Underbelly was first opened in 2000, as a small performance venue for five shows brought to the Fringe by Double Edge Drama. The Double Edge directors had heard of the venue through a production of Gargantua, performed by the Scottish company, Grid Iron in the vaults below the central library of Edinburgh. The site was discovered by Judith Doherty and named 'Underbelly' by Judith and Ben Harrison. Grid Iron staged a show there. The location's and Double Edge's shows won a Fringe First for its critically acclaimed productions of Bent and Marat Sade.

In 2001, "Underbelly Limited" and "By Popular Demand Productions Limited" were set up to turn the Underbelly into a professional venue with a number of performance spaces and a wide range of productions. The venue was set up with performance spaces in the Iron Belly, White Belly and Big Belly. The Belly Laugh (then named the Belly Bar) was also used for late night cabaret as well as the venue's second bar. Space downstairs which is now used for Belly Dance was used to exhibit a film installation by Nick Hornby.

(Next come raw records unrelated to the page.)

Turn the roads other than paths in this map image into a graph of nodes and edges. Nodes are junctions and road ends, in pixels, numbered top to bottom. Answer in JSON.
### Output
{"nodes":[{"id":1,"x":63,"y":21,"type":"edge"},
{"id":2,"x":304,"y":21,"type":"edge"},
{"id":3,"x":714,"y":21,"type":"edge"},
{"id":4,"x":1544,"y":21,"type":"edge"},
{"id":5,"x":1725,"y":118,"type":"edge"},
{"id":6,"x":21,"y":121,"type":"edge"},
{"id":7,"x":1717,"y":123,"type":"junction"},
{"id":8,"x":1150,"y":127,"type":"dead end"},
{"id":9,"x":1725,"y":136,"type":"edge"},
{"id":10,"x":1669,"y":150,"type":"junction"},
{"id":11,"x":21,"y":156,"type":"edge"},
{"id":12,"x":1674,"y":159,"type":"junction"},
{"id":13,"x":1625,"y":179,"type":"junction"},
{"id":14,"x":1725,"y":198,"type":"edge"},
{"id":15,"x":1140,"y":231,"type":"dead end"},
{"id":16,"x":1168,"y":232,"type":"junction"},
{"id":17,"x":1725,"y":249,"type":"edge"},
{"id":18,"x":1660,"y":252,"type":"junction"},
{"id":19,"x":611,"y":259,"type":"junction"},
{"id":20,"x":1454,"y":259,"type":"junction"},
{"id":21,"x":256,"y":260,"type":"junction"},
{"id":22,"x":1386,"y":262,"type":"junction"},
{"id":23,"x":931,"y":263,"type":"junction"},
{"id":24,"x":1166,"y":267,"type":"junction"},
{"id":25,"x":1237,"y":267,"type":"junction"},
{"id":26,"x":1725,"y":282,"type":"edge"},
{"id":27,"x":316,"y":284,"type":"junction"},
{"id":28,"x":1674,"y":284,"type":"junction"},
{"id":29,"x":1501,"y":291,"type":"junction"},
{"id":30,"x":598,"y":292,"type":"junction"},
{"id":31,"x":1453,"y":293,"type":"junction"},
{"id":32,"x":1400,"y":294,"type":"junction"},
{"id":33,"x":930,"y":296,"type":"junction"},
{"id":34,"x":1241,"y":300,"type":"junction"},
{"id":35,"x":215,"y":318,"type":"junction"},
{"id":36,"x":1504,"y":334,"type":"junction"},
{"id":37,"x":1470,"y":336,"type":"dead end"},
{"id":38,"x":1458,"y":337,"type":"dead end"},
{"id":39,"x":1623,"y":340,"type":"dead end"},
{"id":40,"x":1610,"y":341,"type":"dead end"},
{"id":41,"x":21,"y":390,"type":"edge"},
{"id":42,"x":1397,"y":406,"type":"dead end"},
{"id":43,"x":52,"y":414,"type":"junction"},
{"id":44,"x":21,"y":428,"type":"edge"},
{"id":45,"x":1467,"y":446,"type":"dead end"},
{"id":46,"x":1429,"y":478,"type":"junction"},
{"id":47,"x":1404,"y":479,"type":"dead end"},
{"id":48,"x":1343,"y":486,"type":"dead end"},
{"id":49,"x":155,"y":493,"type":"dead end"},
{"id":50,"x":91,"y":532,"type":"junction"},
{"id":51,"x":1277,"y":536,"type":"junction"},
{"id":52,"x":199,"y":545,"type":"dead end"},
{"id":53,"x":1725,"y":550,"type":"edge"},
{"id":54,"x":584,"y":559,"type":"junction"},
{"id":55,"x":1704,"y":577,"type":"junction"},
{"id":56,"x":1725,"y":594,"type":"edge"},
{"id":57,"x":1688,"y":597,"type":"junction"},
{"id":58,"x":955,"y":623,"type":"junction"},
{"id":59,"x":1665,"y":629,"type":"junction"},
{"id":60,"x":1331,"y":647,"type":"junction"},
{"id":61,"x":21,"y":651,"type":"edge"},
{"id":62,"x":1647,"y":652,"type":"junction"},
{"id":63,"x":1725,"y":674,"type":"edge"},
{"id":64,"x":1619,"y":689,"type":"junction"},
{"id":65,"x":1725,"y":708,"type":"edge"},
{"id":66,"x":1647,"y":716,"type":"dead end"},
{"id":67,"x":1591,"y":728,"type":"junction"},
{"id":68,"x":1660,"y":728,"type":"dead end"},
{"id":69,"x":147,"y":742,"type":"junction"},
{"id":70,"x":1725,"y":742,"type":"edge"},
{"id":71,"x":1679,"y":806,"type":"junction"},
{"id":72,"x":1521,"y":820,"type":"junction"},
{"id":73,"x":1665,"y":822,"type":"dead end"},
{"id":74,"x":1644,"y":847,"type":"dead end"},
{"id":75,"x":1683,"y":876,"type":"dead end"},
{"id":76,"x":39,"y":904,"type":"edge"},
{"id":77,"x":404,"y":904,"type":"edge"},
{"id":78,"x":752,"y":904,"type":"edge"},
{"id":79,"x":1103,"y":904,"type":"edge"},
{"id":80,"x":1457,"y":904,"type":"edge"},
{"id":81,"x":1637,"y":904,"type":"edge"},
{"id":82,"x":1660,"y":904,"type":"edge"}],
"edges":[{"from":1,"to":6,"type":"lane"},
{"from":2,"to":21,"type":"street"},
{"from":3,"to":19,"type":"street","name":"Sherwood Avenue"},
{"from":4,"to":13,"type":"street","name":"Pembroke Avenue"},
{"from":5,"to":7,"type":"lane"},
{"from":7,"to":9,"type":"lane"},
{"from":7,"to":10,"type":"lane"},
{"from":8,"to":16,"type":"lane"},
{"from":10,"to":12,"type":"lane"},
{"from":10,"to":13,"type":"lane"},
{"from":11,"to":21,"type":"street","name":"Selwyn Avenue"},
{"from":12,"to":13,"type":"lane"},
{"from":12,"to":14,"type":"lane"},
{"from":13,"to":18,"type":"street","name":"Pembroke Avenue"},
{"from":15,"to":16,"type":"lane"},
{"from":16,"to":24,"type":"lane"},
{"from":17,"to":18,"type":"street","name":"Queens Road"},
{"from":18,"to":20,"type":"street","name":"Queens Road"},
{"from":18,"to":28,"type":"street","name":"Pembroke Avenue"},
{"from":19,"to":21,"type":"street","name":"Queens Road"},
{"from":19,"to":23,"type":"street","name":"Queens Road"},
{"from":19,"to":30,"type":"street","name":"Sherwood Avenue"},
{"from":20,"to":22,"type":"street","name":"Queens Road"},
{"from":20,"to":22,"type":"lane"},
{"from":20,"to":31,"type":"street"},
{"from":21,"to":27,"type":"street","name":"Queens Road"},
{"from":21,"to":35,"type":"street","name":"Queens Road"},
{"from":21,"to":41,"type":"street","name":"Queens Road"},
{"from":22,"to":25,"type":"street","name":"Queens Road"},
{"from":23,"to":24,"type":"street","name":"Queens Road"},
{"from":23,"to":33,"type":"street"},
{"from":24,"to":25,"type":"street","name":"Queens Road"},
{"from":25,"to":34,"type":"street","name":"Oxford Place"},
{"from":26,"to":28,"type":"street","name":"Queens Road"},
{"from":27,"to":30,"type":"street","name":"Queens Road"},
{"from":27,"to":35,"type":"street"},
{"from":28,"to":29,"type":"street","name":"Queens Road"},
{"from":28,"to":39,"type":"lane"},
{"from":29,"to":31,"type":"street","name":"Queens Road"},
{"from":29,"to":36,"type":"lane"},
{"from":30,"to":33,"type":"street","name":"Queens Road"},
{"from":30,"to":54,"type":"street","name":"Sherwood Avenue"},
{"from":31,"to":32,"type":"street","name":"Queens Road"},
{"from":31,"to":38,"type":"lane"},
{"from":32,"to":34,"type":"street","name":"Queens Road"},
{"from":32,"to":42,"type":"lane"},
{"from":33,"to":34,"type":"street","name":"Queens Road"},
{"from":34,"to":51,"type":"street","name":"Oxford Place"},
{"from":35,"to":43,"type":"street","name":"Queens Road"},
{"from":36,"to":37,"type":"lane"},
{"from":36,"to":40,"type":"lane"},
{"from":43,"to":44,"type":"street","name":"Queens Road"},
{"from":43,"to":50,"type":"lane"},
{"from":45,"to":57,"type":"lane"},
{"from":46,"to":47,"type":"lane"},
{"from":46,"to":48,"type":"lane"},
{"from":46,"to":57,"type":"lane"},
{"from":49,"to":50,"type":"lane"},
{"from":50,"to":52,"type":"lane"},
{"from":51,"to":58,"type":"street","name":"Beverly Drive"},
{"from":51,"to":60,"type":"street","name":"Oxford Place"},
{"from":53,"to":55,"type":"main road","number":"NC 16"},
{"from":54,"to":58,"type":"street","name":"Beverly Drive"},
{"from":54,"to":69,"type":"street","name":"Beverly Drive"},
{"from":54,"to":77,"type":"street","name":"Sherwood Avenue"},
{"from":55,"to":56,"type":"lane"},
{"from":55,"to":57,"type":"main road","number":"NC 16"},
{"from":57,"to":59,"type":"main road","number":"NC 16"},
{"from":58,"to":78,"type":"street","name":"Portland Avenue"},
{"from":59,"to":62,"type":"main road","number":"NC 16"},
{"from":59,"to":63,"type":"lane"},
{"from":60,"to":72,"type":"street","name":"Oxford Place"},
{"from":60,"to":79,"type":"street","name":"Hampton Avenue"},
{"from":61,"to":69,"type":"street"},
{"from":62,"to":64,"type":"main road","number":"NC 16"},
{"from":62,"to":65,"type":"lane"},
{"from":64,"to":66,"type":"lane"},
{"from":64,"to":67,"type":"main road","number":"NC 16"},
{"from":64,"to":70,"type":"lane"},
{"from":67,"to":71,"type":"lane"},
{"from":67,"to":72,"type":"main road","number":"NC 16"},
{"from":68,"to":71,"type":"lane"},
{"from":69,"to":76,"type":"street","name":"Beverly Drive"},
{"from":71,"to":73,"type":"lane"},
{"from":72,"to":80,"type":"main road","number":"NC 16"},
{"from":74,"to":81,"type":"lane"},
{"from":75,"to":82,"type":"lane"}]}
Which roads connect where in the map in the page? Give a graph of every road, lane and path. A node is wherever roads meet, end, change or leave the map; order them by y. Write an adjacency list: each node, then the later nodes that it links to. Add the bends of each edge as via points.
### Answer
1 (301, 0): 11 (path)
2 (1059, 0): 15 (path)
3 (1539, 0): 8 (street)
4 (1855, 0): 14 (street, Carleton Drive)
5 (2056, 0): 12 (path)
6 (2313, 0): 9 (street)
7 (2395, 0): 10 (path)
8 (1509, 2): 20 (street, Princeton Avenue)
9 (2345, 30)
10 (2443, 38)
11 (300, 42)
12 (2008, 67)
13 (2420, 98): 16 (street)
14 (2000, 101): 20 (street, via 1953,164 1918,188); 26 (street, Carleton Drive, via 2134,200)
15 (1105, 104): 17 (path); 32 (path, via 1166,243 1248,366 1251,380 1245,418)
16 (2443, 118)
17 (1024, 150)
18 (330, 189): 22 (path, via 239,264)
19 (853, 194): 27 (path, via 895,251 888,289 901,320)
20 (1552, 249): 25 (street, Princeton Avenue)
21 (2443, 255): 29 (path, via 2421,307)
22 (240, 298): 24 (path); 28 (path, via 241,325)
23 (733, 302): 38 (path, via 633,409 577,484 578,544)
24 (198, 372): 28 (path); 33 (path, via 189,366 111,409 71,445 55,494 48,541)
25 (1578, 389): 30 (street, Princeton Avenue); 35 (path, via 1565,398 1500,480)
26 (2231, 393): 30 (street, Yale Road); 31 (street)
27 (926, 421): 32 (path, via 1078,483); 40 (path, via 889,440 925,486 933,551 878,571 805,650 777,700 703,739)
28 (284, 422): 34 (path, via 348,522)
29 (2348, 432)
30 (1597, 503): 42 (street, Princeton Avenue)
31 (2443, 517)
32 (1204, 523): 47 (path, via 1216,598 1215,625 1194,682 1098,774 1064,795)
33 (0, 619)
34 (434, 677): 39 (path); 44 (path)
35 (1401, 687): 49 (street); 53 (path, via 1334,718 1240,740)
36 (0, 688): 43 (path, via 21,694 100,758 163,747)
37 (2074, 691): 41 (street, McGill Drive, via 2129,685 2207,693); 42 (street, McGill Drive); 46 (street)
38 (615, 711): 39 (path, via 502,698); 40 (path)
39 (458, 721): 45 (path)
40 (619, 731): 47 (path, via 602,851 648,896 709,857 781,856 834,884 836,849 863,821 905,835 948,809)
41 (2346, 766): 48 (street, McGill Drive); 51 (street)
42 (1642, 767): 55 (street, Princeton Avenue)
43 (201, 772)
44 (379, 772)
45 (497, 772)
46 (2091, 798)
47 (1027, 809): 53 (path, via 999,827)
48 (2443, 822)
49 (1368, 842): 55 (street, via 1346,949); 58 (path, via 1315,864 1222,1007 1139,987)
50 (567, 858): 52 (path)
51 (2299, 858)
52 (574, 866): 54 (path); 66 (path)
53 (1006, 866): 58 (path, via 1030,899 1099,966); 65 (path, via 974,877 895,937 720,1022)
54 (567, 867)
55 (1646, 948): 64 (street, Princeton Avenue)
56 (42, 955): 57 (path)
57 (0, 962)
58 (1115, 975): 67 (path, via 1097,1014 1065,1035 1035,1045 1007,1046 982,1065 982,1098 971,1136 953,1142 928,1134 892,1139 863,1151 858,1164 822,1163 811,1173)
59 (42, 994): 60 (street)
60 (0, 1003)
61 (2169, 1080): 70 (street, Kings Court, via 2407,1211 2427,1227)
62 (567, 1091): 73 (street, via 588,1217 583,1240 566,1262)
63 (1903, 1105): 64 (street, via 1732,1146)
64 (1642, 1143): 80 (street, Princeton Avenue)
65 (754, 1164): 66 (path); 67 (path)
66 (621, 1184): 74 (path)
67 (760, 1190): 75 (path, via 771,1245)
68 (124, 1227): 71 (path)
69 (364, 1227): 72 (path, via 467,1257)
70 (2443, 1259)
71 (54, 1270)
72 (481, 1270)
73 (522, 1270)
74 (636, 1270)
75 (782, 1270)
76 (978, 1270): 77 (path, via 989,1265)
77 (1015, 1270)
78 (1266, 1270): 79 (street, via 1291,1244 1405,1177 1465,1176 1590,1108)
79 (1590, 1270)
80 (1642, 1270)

In 2002, The Underbelly was renamed The Smirnoff Underbelly. The number of performance spaces was increased to include the Belly Button and Belly Laugh comedy venues and a third bar, the Jelly Belly, to the first floor. The number of shows increased from 18 to over 50. In 2003, the Belly Dancer was soundproofed to ensure that it can be used throughout the day without disrupting other performances. This allowed Underbelly to team up with Forth One 97.3 to host a series of free live music gigs every night in the Belly Dancer, known as the Forth One Fringe. These gigs have included Mark Owen, Ocean Colour Scene and Skin and Keane In 2004, the Delhi Belly space was added. The bars were rearranged to create more space and ease congestion and queuing. Finally, a brand new large box office was created in one of the rooms off the front alley, which freed up the old box office to become a larger and more usable publicity office with a sofa and coffee. The shows at the Underbelly venue won a record number of awards, including the Perrier Award for Jackson's Way; Fringe First Awards for The Ignatius Trail, Manchester Girl and The Jammer; Perrier Newcomer Nomination for Joanna Neary in Joanna Neary is Not Feeling Herself; and an Amnesty Award nomination for Someone Who'll Watch Over Me.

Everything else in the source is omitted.